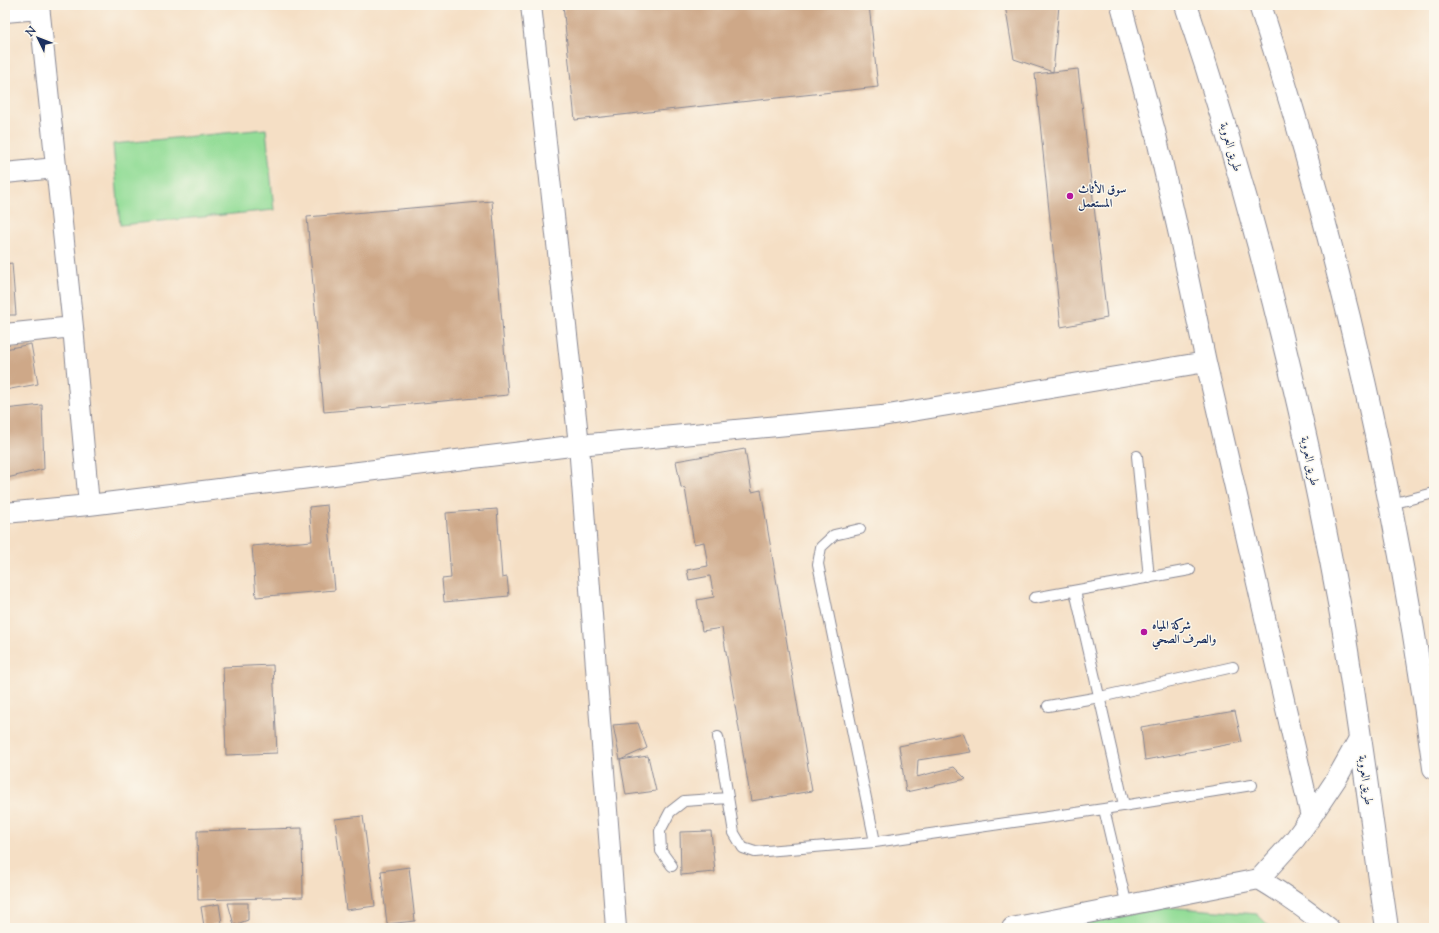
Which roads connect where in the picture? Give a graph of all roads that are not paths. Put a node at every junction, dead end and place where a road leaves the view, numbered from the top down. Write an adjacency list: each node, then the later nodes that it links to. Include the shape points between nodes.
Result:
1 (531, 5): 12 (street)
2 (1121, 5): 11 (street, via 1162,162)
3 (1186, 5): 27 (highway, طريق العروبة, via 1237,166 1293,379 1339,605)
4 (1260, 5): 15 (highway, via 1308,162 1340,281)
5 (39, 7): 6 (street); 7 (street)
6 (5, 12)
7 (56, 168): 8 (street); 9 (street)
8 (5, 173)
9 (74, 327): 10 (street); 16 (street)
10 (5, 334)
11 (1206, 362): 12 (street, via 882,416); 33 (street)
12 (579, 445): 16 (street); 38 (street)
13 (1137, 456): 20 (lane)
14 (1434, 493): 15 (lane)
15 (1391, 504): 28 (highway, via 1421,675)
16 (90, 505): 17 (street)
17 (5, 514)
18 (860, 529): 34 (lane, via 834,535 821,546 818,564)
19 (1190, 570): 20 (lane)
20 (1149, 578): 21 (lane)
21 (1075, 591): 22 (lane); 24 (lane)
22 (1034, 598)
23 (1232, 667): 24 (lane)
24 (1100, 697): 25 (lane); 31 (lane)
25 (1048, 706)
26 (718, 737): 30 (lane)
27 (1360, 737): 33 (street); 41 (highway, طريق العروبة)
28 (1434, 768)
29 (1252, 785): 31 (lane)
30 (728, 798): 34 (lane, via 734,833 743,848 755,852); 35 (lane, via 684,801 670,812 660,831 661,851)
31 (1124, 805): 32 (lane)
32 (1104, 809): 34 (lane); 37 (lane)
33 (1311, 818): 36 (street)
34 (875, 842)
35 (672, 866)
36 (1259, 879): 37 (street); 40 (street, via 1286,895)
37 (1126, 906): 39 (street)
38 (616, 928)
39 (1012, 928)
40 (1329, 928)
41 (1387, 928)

**Work instructions:** Output the listing above exactly, excluding all pictures.

**Task response:**
Which roads connect where in the picture? Give a graph of all roads that are not paths. Put a node at every junction, dead end and place where a road leaves the view, numbered from the top down. Write an adjacency list: each node, then the later nodes that it links to. Include the shape points between nodes.
Result:
1 (531, 5): 12 (street)
2 (1121, 5): 11 (street, via 1162,162)
3 (1186, 5): 27 (highway, طريق العروبة, via 1237,166 1293,379 1339,605)
4 (1260, 5): 15 (highway, via 1308,162 1340,281)
5 (39, 7): 6 (street); 7 (street)
6 (5, 12)
7 (56, 168): 8 (street); 9 (street)
8 (5, 173)
9 (74, 327): 10 (street); 16 (street)
10 (5, 334)
11 (1206, 362): 12 (street, via 882,416); 33 (street)
12 (579, 445): 16 (street); 38 (street)
13 (1137, 456): 20 (lane)
14 (1434, 493): 15 (lane)
15 (1391, 504): 28 (highway, via 1421,675)
16 (90, 505): 17 (street)
17 (5, 514)
18 (860, 529): 34 (lane, via 834,535 821,546 818,564)
19 (1190, 570): 20 (lane)
20 (1149, 578): 21 (lane)
21 (1075, 591): 22 (lane); 24 (lane)
22 (1034, 598)
23 (1232, 667): 24 (lane)
24 (1100, 697): 25 (lane); 31 (lane)
25 (1048, 706)
26 (718, 737): 30 (lane)
27 (1360, 737): 33 (street); 41 (highway, طريق العروبة)
28 (1434, 768)
29 (1252, 785): 31 (lane)
30 (728, 798): 34 (lane, via 734,833 743,848 755,852); 35 (lane, via 684,801 670,812 660,831 661,851)
31 (1124, 805): 32 (lane)
32 (1104, 809): 34 (lane); 37 (lane)
33 (1311, 818): 36 (street)
34 (875, 842)
35 (672, 866)
36 (1259, 879): 37 (street); 40 (street, via 1286,895)
37 (1126, 906): 39 (street)
38 (616, 928)
39 (1012, 928)
40 (1329, 928)
41 (1387, 928)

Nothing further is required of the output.